The defense available to such a complaint has been particularized “but without limitation”, in Rule 4 (c) as follows:
(i) Before any notice to the domain name owner/registrant, the use of, or demonstrable preparations to use, the domain name or a name corresponding to the domain name in connection with bona fide offering of goods or services; or
(ii) The domain name owner/registrant (as an individual, business, or other organization) has been commonly known by the domain name, even if it has acquired no trademark or service mark rights; or
(iii) The domain name owner/registrant is making a legitimate non-commercial or fair use of the domain name, without intent for commercial gain to misleadingly divert consumers or to tarnish the trademark or service mark at issue.
These rules indicate that the disputes may be broadly categorized as:
Disputes between trademark owners and domain name owners and
Between domain name owners inter se.
A prior registrant can protect its domain name against subsequent registrants.
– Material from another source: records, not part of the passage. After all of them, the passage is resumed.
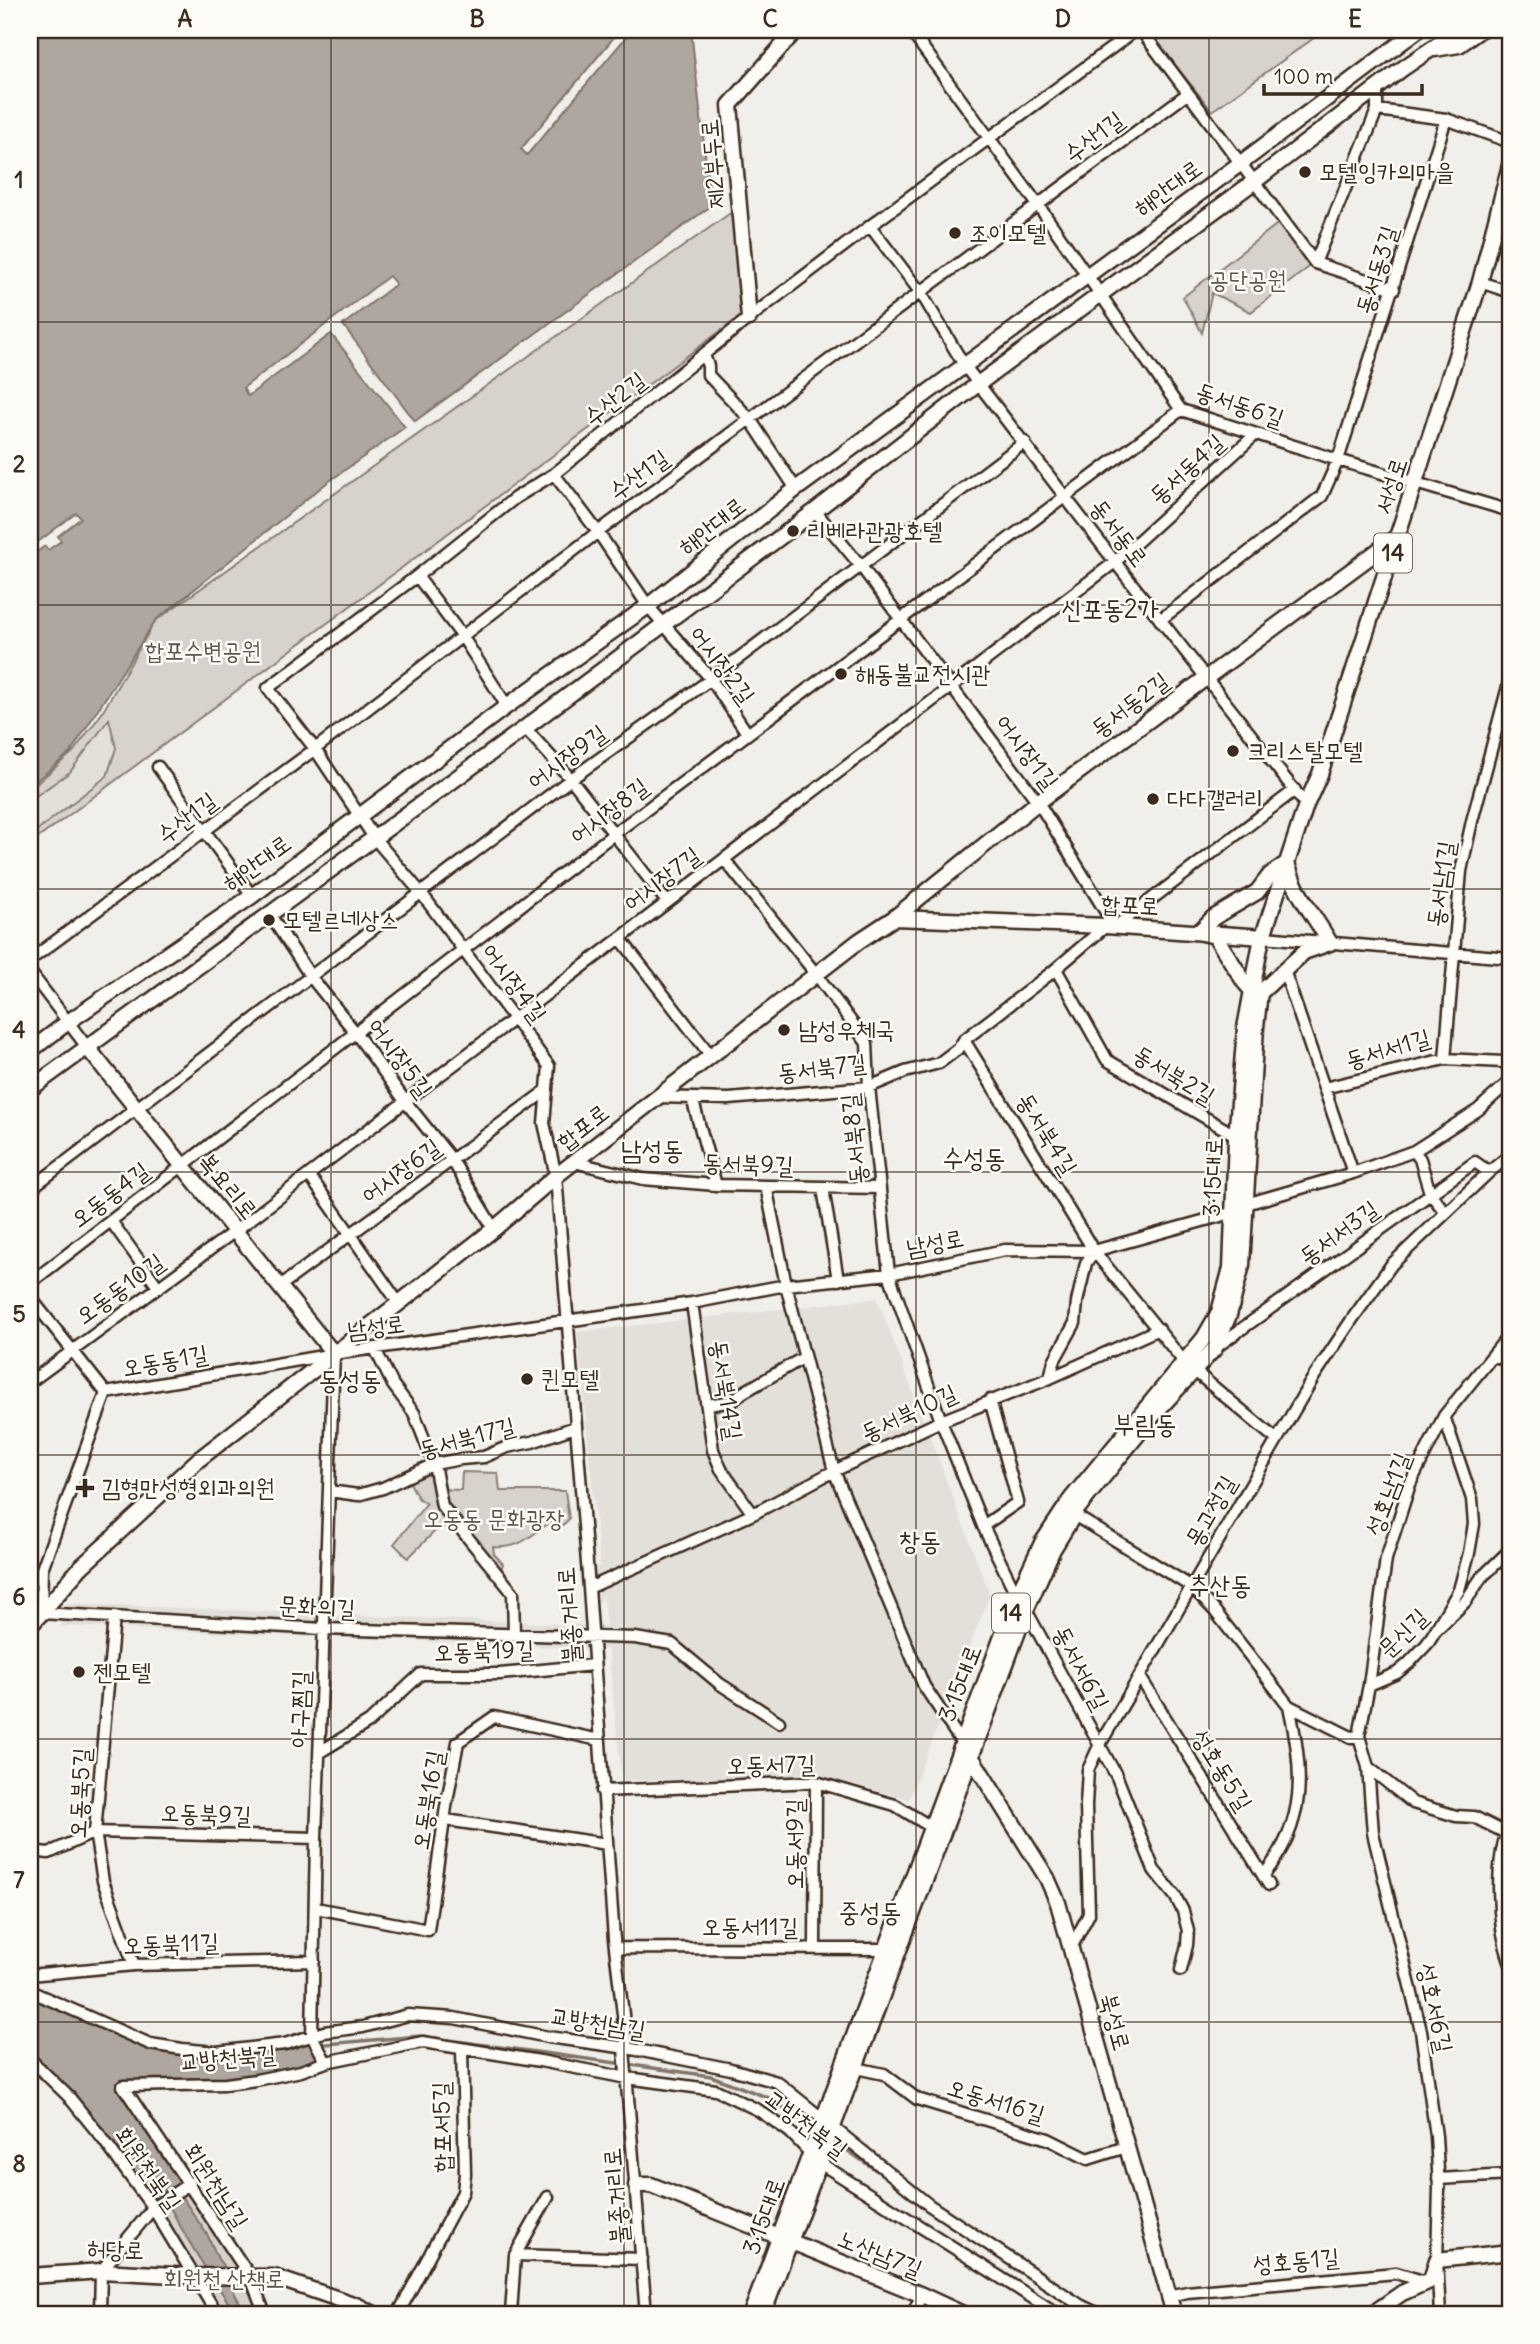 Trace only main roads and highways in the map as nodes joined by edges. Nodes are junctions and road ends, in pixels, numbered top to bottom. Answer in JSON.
{"nodes":[{"id":1,"x":796,"y":30,"type":"edge"},
{"id":2,"x":1418,"y":30,"type":"edge"},
{"id":3,"x":1459,"y":30,"type":"edge"},
{"id":4,"x":1480,"y":30,"type":"edge"},
{"id":5,"x":1401,"y":36,"type":"edge"},
{"id":6,"x":1427,"y":51,"type":"junction"},
{"id":7,"x":1510,"y":165,"type":"edge"},
{"id":8,"x":749,"y":318,"type":"road end"},
{"id":9,"x":1398,"y":536,"type":"junction"},
{"id":10,"x":1287,"y":863,"type":"junction"},
{"id":11,"x":894,"y":918,"type":"junction"},
{"id":12,"x":1199,"y":932,"type":"junction"},
{"id":13,"x":1264,"y":937,"type":"junction"},
{"id":14,"x":1256,"y":992,"type":"junction"},
{"id":15,"x":87,"y":1047,"type":"junction"},
{"id":16,"x":30,"y":1051,"type":"edge"},
{"id":17,"x":30,"y":1090,"type":"edge"},
{"id":18,"x":1240,"y":1208,"type":"junction"},
{"id":19,"x":334,"y":1354,"type":"junction"},
{"id":20,"x":1190,"y":1367,"type":"junction"},
{"id":21,"x":35,"y":1609,"type":"edge"},
{"id":22,"x":30,"y":1626,"type":"edge"},
{"id":23,"x":972,"y":1758,"type":"junction"},
{"id":24,"x":828,"y":2124,"type":"junction"},
{"id":25,"x":636,"y":2185,"type":"road end"},
{"id":26,"x":785,"y":2241,"type":"junction"},
{"id":27,"x":1510,"y":2252,"type":"edge"},
{"id":28,"x":30,"y":2276,"type":"edge"},
{"id":29,"x":374,"y":2314,"type":"edge"},
{"id":30,"x":751,"y":2314,"type":"edge"},
{"id":31,"x":764,"y":2314,"type":"edge"},
{"id":32,"x":963,"y":2314,"type":"edge"},
{"id":33,"x":1174,"y":2314,"type":"edge"},
{"id":34,"x":1371,"y":2314,"type":"edge"}],
"edges":[{"from":1,"to":8,"type":"main road","name":"제2부두로"},
{"from":2,"to":5,"type":"main road","name":"해안대로"},
{"from":3,"to":6,"type":"main road","name":"해안대로"},
{"from":4,"to":6,"type":"main road"},
{"from":5,"to":16,"type":"main road","name":"해안대로"},
{"from":6,"to":15,"type":"main road","name":"해안대로"},
{"from":7,"to":9,"type":"main road","name":"서성로","number":"14"},
{"from":9,"to":10,"type":"main road","name":"서성로","number":"14"},
{"from":9,"to":11,"type":"main road","name":"동서동2길"},
{"from":10,"to":12,"type":"main road"},
{"from":10,"to":13,"type":"main road","name":"서성로","number":"14"},
{"from":10,"to":14,"type":"main road"},
{"from":11,"to":12,"type":"main road","name":"합포로"},
{"from":11,"to":19,"type":"main road","name":"합포로"},
{"from":12,"to":13,"type":"main road","name":"합포로"},
{"from":12,"to":14,"type":"main road"},
{"from":13,"to":14,"type":"main road","name":"3·15대로","number":"14"},
{"from":14,"to":18,"type":"main road","name":"3·15대로","number":"14"},
{"from":15,"to":17,"type":"main road","name":"해안대로"},
{"from":15,"to":19,"type":"main road","name":"복요리로"},
{"from":18,"to":20,"type":"main road","name":"3·15대로","number":"14"},
{"from":18,"to":20,"type":"main road","name":"3·15대로","number":"14"},
{"from":19,"to":21,"type":"main road","name":"합포로"},
{"from":20,"to":23,"type":"main road","name":"3·15대로","number":"14"},
{"from":20,"to":24,"type":"main road","name":"3·15대로","number":"14"},
{"from":21,"to":22,"type":"main road","name":"합포로"},
{"from":23,"to":24,"type":"main road","name":"3·15대로","number":"14"},
{"from":23,"to":33,"type":"main road","name":"북성로"},
{"from":24,"to":26,"type":"main road","name":"3·15대로","number":"14"},
{"from":25,"to":26,"type":"main road","name":"노산남7길"},
{"from":26,"to":30,"type":"main road","name":"3·15대로","number":"14"},
{"from":26,"to":31,"type":"main road","name":"3·15대로","number":"14"},
{"from":26,"to":32,"type":"main road","name":"노산남7길"},
{"from":27,"to":34,"type":"main road"},
{"from":28,"to":29,"type":"main road","name":"허당로"}]} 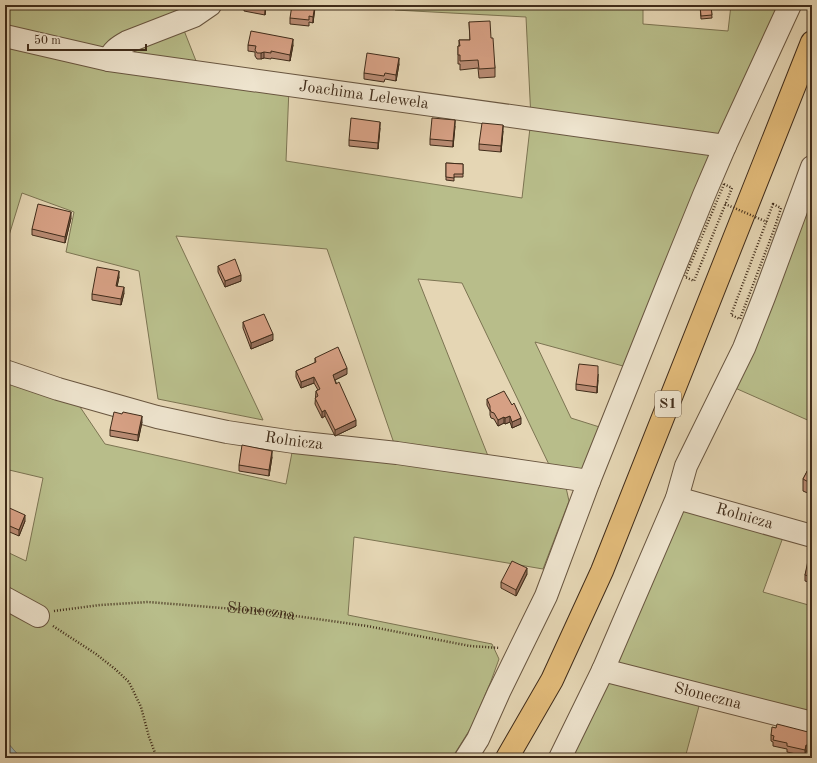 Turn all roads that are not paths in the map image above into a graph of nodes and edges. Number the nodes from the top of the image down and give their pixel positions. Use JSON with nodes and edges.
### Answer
{"nodes":[{"id":1,"x":210,"y":5,"type":"edge"},
{"id":2,"x":790,"y":5,"type":"edge"},
{"id":3,"x":5,"y":36,"type":"edge"},
{"id":4,"x":812,"y":42,"type":"edge"},
{"id":5,"x":109,"y":60,"type":"junction"},
{"id":6,"x":724,"y":146,"type":"junction"},
{"id":7,"x":812,"y":168,"type":"edge"},
{"id":8,"x":5,"y":371,"type":"edge"},
{"id":9,"x":589,"y":480,"type":"junction"},
{"id":10,"x":677,"y":498,"type":"junction"},
{"id":11,"x":812,"y":536,"type":"edge"},
{"id":12,"x":5,"y":598,"type":"edge"},
{"id":13,"x":38,"y":616,"type":"road end"},
{"id":14,"x":602,"y":670,"type":"junction"},
{"id":15,"x":812,"y":723,"type":"edge"},
{"id":16,"x":466,"y":758,"type":"edge"},
{"id":17,"x":507,"y":758,"type":"edge"},
{"id":18,"x":560,"y":758,"type":"edge"}],
"edges":[{"from":1,"to":5,"type":"street"},
{"from":2,"to":6,"type":"street"},
{"from":3,"to":5,"type":"street","name":"Joachima Lelewela"},
{"from":4,"to":17,"type":"highway","number":"S1"},
{"from":5,"to":6,"type":"street","name":"Joachima Lelewela"},
{"from":6,"to":9,"type":"street"},
{"from":7,"to":10,"type":"street"},
{"from":8,"to":9,"type":"street","name":"Rolnicza"},
{"from":9,"to":16,"type":"street"},
{"from":10,"to":11,"type":"street","name":"Rolnicza"},
{"from":10,"to":14,"type":"street"},
{"from":12,"to":13,"type":"street"},
{"from":14,"to":15,"type":"street","name":"Słoneczna"},
{"from":14,"to":18,"type":"street"}]}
Confusing similarity in domain names may be a ground for complaint and similarity is to be decided on the possibility of deception amongst potential customers. The defenses available to a complaint are also substantially similar to those available to an action for passing off under trademark law.
As far as India is concerned, there is no legislation, which explicitly refers to dispute resolution in connection with domain names. But although the operation of the Trade Marks Act, 1999 itself is not extra territorial and may not allow for adequate protection of domain names, this does not mean that domain names are not to be legally protected to the extent possible under the laws relating to passing off
In India, the Trademarks Act, 1999 (Act) provide protection to trademarks and service marks respectively. A closer perusal of the provisions of the Act and the judgments given by the Courts in India reveals that the protection available under the Act is stronger than internationally required and provided.
Rule 2 of the UDNDR Policy requires the applicant to determine that the domain name for which registration is sought, does not infringes or violates someone else’s rights. Thus, if the domain name, proposed to be registered, is in violation of another person’s “trademark rights”, it will violate Rule 2 of the Policy.
In such an eventuality, the Registrar is within his right to refuse to register the domain name. This shows that a domain name, though properly registered as per the requirements of ICANN, still it is subject to the Trademarks Act, 1999 if a person successfully proves that he has ‘rights’ flowing out of the Act.
The protection of domain name under the Indian legal system is standing on a higher footing as compared to a simple recognition of right under the UDNDR Policy. The ramification of the Trademarks Act, 1999 are much wider and capable of conferring the strongest protection to the domain names in the world.
The need of the present time is to harmoniously apply the principles of the trademark law and the provisions concerning the domain names. It must be noted that the moment a decision is given by the Supreme Court and it attains finality, then it becomes binding on all the person or institutions in India.
It cannot be challenged by showing any ‘statutory provision’ to the contrary. This is so because no statutory provision can override a ‘Constitutional provision’ and in case of a conflict, if any, the former must give way to the latter. This settled legal position becomes relevant when we consider the decision of the Supreme Court in Satyam case (supra) in the light of the above discussion. The various landmark judgments of the Supreme Court have conferred the ‘strongest protection’ to the domain names in the world.